DATA SECTION section start

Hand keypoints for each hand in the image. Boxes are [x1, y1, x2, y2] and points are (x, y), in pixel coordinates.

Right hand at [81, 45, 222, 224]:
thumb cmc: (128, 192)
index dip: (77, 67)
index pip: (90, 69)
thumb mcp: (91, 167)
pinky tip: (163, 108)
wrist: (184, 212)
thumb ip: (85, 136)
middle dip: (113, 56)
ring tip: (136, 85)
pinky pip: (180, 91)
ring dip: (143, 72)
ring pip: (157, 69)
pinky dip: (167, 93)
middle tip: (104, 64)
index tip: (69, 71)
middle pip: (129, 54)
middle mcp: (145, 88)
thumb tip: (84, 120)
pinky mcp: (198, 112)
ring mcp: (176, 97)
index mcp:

DATA SECTION section end

* [WHAT THE EXERCISE ASKS]
Where in the listing does the string "pinky" appear? Copy every line that has it.

* [RESULT BELOW]
pinky tip: (163, 108)
pinky pip: (180, 91)
pinky dip: (167, 93)
pinky mcp: (198, 112)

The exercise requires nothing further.